C'est le pack qui réunit les deux extensions solo de GTA IV : The Lost and Damned (2009) et The Ballad of Gay Tony (2009). Vendu d'abord en téléchargement sur Xbox 360, il est sorti fin 2009 sur un disque Xbox 360 autonome, puis en avril 2010 sur PS3 et PC, jouable sans posséder le jeu de base.

Quelle est la différence entre The Lost and Damned et The Ballad of Gay Tony ?

Deux tons opposés dans la même ville. The Lost and Damned suit Johnny Klebitz, vice-président d'un club de motards, dans un registre crasseux et fraternel. The Ballad of Gay Tony suit Luis Lopez, bras droit d'un magnat des boîtes de nuit, dans le clinquant, les parachutes et les armes dorées.

GTA 6 aura-t-il un DLC comme Episodes from Liberty City ?

Rien n'est annoncé, et c'est improbable au lancement.

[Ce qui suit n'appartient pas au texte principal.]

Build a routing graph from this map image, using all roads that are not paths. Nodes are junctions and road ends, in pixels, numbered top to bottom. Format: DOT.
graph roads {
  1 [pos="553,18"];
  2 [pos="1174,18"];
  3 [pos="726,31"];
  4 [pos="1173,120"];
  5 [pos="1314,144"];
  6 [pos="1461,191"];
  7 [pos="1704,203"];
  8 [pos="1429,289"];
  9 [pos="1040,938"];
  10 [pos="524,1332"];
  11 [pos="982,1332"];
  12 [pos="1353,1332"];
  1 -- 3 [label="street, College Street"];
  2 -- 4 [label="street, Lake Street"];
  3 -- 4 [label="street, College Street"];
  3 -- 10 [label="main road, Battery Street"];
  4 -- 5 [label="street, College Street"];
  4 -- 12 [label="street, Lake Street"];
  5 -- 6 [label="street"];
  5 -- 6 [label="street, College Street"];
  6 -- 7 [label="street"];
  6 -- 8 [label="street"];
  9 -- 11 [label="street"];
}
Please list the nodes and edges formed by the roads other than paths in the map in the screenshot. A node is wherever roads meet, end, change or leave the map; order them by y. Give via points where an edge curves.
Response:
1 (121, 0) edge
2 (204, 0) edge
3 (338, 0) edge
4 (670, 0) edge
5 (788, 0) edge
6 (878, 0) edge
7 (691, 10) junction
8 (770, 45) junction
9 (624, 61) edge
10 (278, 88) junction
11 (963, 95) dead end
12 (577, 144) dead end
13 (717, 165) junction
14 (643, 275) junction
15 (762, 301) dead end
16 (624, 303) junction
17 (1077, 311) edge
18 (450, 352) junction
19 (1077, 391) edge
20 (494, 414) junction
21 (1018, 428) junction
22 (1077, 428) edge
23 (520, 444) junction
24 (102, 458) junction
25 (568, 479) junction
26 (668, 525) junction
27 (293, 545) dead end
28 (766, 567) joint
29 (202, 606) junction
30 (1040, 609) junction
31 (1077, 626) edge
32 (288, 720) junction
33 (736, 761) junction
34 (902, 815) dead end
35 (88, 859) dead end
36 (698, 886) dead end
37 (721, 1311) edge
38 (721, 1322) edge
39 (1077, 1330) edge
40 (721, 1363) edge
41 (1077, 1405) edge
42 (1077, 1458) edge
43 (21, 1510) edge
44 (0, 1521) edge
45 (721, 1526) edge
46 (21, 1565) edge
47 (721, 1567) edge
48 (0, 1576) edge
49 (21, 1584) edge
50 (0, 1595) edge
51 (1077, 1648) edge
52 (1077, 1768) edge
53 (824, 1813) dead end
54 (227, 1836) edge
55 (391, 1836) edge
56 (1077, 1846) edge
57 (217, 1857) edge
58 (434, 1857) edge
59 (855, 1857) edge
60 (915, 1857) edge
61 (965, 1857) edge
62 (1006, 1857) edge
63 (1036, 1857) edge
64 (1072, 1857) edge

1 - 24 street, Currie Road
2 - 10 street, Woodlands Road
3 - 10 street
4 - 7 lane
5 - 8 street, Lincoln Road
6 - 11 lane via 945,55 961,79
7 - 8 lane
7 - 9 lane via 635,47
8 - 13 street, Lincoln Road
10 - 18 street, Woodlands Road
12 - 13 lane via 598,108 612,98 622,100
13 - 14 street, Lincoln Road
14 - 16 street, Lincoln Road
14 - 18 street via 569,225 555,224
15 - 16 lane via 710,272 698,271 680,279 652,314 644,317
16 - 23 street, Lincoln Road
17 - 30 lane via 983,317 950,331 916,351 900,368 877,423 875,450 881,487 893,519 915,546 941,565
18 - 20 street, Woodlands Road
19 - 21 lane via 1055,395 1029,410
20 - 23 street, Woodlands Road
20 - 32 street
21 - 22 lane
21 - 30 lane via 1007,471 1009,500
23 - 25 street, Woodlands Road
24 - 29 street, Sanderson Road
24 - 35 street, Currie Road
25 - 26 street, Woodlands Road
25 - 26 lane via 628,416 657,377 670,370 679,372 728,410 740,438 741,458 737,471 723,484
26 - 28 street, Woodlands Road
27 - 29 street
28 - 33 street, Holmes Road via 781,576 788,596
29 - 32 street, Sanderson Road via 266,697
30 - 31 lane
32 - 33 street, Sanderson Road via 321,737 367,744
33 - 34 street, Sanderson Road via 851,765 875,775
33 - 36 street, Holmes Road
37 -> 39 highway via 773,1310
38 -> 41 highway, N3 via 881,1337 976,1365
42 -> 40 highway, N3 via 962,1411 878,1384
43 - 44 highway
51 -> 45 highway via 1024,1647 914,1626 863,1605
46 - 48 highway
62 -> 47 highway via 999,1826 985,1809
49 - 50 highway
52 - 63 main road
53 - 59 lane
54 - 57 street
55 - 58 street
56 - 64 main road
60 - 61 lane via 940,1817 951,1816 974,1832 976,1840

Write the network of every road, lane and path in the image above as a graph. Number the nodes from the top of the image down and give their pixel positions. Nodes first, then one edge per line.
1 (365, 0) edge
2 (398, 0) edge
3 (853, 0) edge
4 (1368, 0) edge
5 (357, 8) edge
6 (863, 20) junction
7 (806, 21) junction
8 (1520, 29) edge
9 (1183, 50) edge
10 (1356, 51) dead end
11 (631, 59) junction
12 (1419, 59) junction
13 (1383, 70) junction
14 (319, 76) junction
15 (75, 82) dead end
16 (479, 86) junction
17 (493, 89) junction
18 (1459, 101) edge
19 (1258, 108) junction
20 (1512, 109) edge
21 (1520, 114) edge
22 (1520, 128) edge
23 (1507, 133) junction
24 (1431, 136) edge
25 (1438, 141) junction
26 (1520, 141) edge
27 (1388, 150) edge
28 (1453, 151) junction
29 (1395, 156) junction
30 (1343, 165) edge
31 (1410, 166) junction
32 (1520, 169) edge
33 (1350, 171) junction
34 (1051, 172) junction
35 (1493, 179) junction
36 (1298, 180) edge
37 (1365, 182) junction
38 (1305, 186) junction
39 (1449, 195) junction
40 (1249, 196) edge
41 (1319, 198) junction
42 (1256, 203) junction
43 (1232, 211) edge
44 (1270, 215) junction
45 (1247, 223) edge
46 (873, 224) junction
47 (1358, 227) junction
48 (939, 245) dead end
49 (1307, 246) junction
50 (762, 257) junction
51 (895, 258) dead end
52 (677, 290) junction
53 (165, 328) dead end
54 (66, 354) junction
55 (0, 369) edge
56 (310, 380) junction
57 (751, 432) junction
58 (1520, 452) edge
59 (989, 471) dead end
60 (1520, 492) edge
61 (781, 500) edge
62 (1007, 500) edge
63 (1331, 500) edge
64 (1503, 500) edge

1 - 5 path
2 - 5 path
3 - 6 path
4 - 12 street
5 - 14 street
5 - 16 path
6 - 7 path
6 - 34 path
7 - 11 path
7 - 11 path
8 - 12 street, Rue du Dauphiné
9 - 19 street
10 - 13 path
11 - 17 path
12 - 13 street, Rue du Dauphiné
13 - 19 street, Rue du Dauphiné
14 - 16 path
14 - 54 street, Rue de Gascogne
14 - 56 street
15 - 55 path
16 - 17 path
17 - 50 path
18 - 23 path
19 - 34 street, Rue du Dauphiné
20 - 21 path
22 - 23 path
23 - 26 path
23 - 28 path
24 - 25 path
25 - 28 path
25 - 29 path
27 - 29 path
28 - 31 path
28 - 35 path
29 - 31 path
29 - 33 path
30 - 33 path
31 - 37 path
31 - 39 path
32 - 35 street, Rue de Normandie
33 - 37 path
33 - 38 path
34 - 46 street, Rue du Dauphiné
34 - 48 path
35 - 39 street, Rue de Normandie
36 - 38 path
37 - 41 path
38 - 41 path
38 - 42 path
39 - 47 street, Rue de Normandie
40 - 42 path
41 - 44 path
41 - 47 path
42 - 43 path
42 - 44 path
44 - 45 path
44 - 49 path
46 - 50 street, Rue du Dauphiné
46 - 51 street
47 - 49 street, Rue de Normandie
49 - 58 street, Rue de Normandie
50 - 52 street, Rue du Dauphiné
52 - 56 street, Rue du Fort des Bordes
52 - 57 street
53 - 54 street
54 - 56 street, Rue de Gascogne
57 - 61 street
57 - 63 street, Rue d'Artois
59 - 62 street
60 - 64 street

Rockstar n'a plus vendu d'extension solo pour un GTA depuis 2009 : le studio prolonge désormais ses jeux par un mode en ligne, pas par des épisodes payants. On détaille ce basculement dans notre analyse dédiée aux DLC solo de GTA VI.

Peut-on encore jouer aux Episodes aujourd'hui ?

Oui. Ils sont inclus dans GTA IV: The Complete Edition sur PC (Steam, Rockstar Games Launcher). Sur consoles récentes, la rétrocompatibilité Xbox permet d'y accéder, mais il n'existe pas de version PS5 ou Xbox Series remasterisée.